> **Exercise objective**
Copy each line of the material beneath that holds the word "Write".

Data extracts: Begin

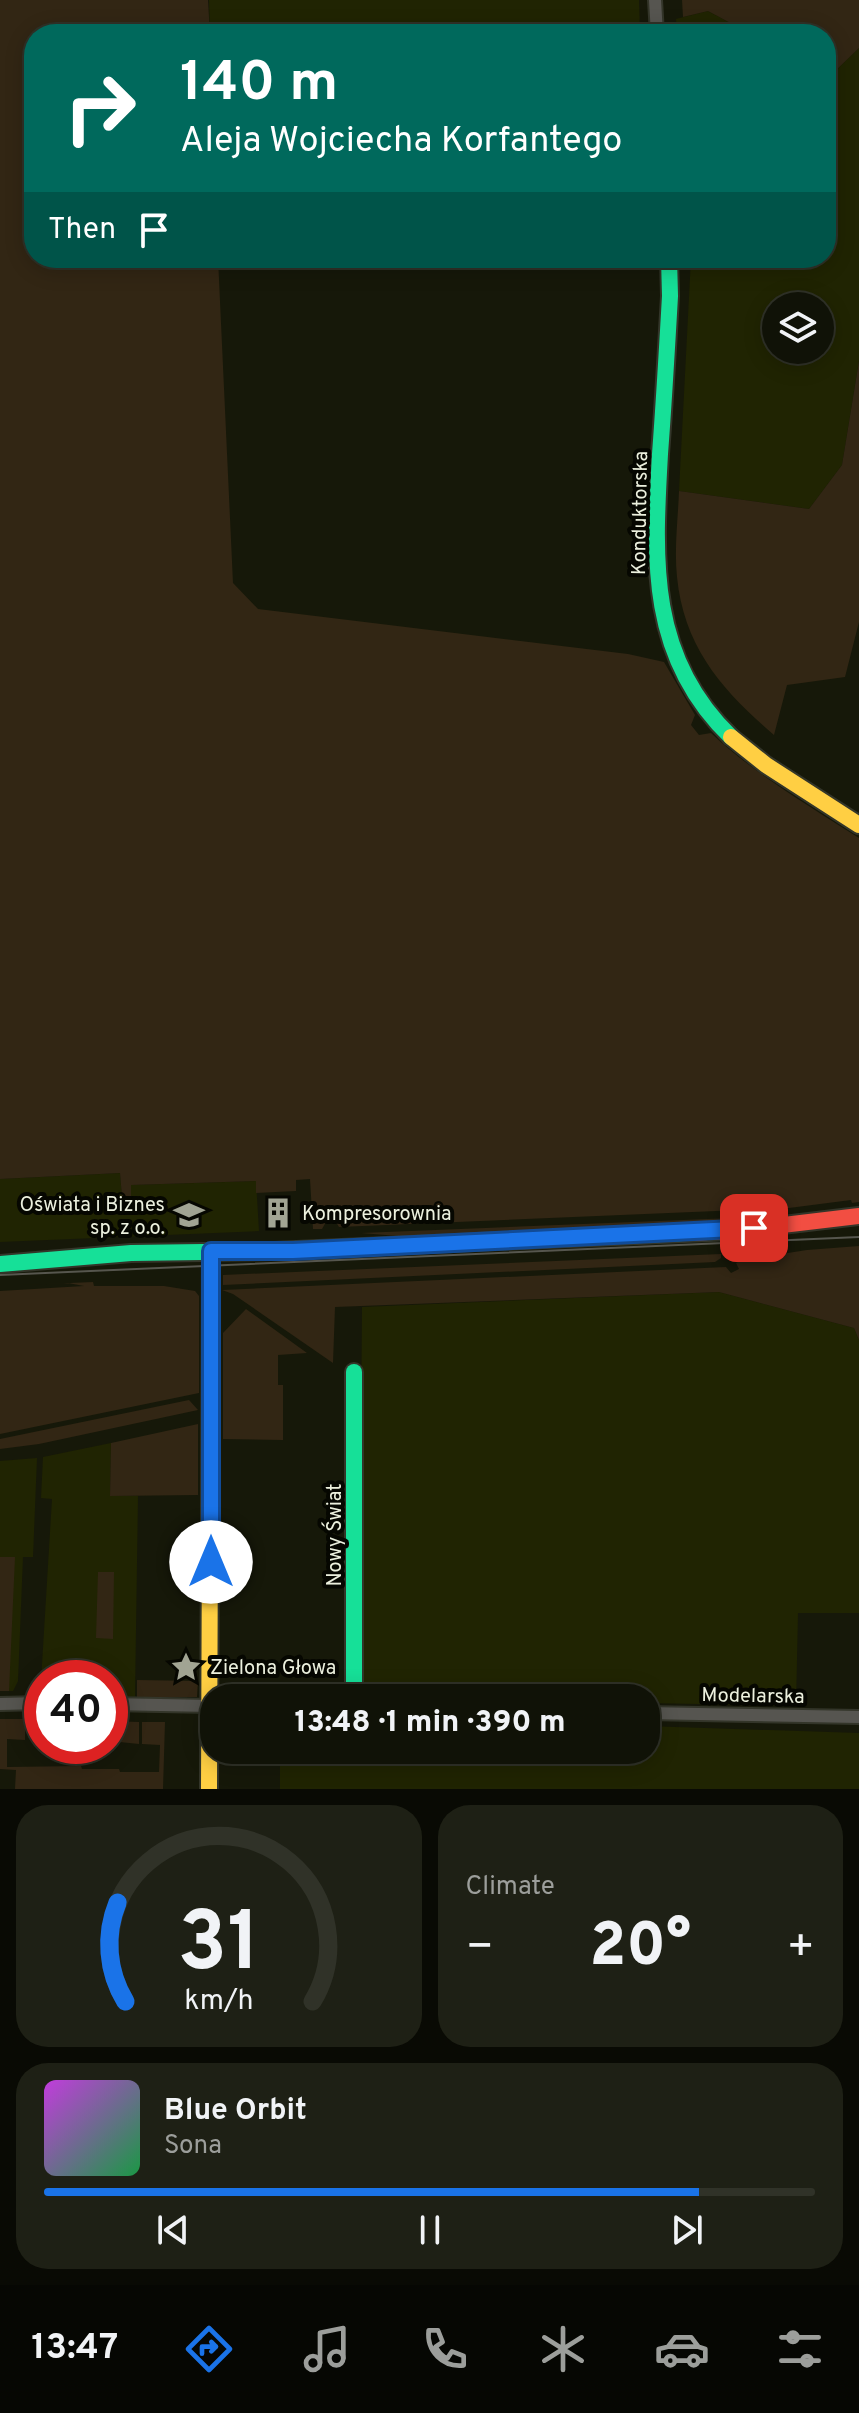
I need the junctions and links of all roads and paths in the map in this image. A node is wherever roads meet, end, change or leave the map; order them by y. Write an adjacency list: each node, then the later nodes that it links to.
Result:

Data extracts: End
Data extracts: Begin

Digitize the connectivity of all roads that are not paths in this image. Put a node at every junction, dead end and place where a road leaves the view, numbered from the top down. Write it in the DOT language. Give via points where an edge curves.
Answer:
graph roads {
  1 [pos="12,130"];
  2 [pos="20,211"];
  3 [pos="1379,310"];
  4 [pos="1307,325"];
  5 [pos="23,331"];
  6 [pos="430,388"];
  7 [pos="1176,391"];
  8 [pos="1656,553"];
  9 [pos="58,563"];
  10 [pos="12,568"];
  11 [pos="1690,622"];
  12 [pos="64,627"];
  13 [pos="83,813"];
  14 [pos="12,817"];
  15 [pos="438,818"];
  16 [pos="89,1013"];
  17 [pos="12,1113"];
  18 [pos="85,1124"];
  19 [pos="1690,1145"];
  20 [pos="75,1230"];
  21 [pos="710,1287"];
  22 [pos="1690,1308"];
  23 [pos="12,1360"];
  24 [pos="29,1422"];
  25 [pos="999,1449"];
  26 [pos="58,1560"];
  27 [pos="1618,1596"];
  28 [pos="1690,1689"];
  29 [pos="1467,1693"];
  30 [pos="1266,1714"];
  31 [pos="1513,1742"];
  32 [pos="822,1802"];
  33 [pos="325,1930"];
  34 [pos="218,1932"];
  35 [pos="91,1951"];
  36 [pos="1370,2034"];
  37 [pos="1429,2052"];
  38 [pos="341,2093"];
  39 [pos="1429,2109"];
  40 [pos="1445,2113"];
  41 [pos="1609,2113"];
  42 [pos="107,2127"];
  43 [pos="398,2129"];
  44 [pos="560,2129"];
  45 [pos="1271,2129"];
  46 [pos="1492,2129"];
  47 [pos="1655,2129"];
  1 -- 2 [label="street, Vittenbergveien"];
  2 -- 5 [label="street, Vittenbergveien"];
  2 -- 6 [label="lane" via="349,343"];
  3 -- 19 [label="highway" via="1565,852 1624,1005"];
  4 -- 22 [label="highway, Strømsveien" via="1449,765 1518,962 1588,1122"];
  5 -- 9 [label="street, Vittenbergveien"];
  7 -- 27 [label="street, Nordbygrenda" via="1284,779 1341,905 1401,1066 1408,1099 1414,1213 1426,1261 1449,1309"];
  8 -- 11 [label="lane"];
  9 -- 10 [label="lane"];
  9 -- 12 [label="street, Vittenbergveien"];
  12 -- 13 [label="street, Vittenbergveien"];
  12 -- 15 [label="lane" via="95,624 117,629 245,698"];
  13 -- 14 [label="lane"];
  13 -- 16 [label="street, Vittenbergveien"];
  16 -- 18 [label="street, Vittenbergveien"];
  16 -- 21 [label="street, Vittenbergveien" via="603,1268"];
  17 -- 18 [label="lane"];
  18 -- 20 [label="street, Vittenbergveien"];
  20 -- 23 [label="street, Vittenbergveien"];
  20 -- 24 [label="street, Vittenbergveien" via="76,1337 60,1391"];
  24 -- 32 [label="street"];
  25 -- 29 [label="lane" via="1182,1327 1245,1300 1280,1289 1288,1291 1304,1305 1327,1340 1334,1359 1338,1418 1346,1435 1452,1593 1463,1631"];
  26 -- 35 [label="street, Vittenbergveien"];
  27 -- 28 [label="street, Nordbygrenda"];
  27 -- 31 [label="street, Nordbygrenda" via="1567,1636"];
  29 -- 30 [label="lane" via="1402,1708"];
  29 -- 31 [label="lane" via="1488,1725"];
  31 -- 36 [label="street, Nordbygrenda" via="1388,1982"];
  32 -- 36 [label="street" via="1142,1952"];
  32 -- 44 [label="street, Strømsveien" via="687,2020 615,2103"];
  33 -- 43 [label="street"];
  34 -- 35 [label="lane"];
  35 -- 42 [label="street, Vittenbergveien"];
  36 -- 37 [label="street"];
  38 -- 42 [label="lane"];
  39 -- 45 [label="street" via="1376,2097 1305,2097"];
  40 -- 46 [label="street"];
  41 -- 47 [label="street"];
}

Data extracts: End

> **Answer for the task**
I need the junctions and links of all roads and paths in the map in this image. A node is wherever roads meet, end, change or leave the map; order them by y. Write an adjacency list: each node, then the later nodes that it links to.
Digitize the connectivity of all roads that are not paths in this image. Put a node at every junction, dead end and place where a road leaves the view, numbered from the top down. Write it in the DOT language. Give via points where an edge curves.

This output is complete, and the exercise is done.